• [About this task]:
Print, exactly as they appear in the listing below, the lines from the line with "middle pip: (544, 476)" to the line with "pinky tip: (492, 629)", with both end lines kept.

• [Extracted information]:
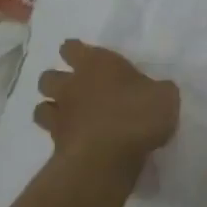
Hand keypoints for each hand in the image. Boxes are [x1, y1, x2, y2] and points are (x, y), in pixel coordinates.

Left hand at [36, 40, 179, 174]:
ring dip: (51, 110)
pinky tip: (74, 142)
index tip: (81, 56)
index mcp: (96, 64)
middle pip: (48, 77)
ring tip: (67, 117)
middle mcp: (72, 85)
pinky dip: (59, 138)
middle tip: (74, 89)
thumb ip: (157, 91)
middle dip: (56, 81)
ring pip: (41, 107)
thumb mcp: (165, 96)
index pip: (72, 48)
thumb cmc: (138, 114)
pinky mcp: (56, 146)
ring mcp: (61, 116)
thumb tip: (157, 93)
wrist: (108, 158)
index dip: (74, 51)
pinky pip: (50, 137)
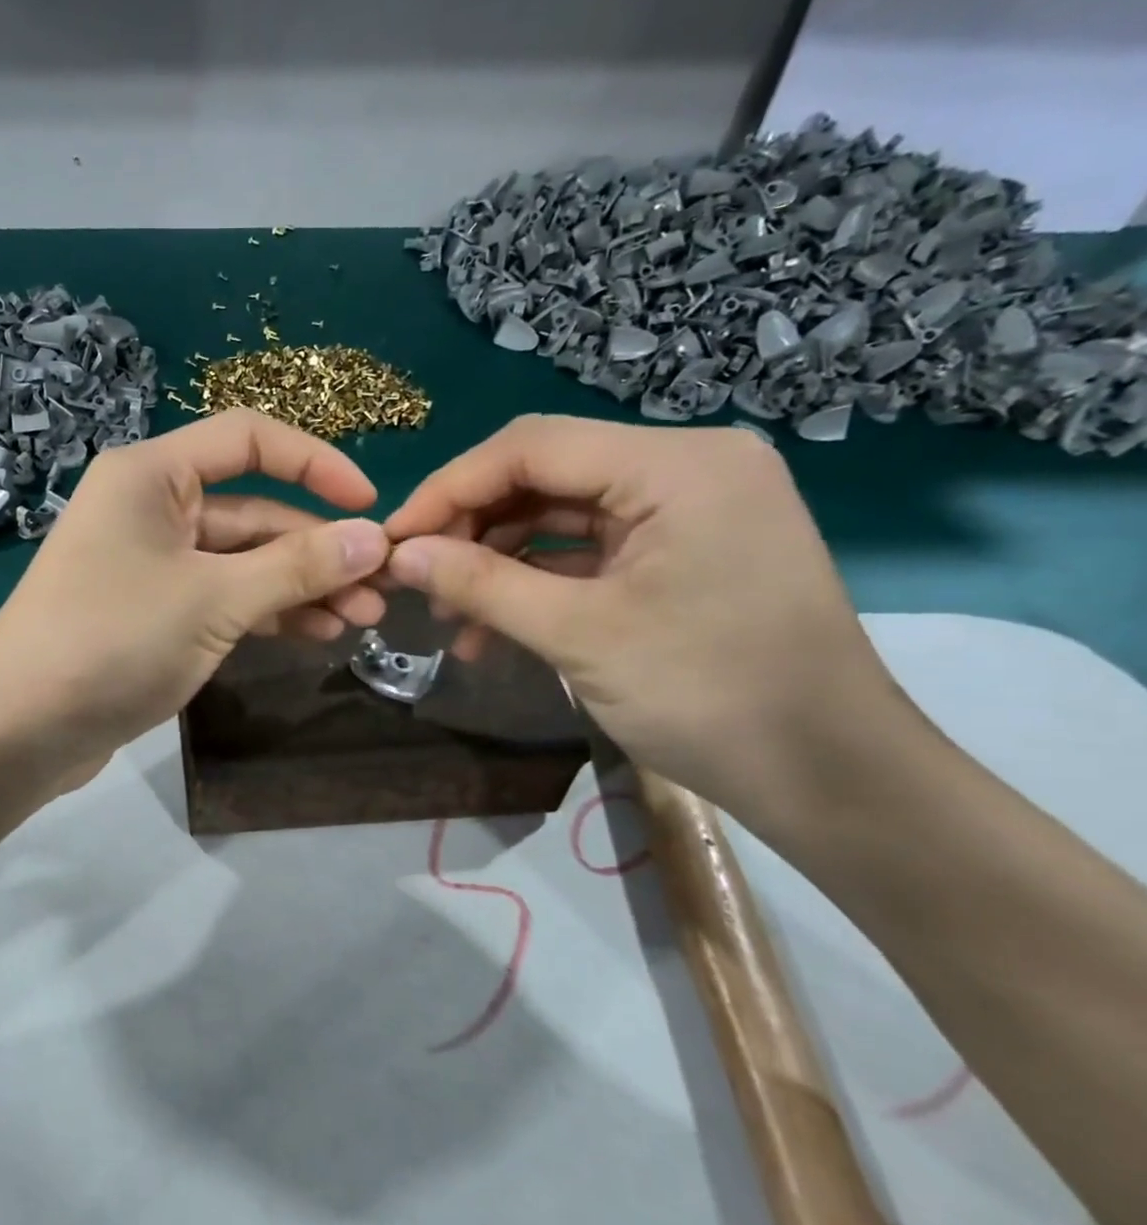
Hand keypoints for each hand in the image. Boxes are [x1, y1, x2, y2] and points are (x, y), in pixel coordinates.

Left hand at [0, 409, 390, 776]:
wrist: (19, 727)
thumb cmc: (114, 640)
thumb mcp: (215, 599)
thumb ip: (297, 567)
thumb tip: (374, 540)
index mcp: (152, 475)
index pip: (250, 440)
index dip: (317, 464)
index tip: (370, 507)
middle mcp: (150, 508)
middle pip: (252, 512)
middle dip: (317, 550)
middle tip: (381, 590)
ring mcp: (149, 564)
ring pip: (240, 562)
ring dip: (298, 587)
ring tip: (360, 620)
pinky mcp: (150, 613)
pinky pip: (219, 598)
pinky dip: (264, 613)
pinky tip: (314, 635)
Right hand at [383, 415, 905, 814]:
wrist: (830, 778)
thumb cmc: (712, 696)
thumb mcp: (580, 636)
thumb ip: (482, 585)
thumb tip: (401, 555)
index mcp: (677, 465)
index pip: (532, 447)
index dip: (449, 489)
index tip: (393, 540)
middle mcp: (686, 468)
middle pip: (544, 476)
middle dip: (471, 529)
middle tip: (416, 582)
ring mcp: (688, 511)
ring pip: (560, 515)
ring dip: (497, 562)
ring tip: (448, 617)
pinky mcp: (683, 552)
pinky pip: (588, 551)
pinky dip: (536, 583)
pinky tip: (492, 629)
* * *
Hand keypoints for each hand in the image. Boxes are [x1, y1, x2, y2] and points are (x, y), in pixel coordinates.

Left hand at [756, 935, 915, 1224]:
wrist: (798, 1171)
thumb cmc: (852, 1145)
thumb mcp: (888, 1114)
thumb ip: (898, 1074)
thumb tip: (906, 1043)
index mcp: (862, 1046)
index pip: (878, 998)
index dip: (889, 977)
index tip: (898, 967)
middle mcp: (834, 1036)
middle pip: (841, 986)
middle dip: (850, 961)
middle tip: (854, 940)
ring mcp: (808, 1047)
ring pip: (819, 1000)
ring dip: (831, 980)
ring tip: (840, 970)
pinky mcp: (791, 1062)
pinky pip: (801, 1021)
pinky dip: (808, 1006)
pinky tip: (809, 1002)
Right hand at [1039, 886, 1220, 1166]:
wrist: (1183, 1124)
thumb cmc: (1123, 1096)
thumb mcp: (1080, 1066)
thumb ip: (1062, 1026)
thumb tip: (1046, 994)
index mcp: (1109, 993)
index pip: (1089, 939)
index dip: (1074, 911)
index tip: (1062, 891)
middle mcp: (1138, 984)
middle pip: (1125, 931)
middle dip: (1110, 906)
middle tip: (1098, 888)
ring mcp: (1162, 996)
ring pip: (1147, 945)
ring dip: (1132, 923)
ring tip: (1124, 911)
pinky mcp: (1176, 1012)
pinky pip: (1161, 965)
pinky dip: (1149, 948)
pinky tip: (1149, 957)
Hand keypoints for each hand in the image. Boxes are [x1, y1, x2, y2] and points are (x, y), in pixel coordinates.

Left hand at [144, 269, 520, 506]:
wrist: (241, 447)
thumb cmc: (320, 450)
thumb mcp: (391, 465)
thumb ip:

• [Completed exercise]:
middle pip: (544, 476)
middle dip: (471, 529)
middle tip: (416, 582)
ring mcp: (688, 511)
ring pip: (560, 515)
ring dip: (497, 562)
ring tip: (448, 617)
pinky mcp: (683, 552)
pinky pip: (588, 551)
pinky dip: (536, 583)
pinky tip: (492, 629)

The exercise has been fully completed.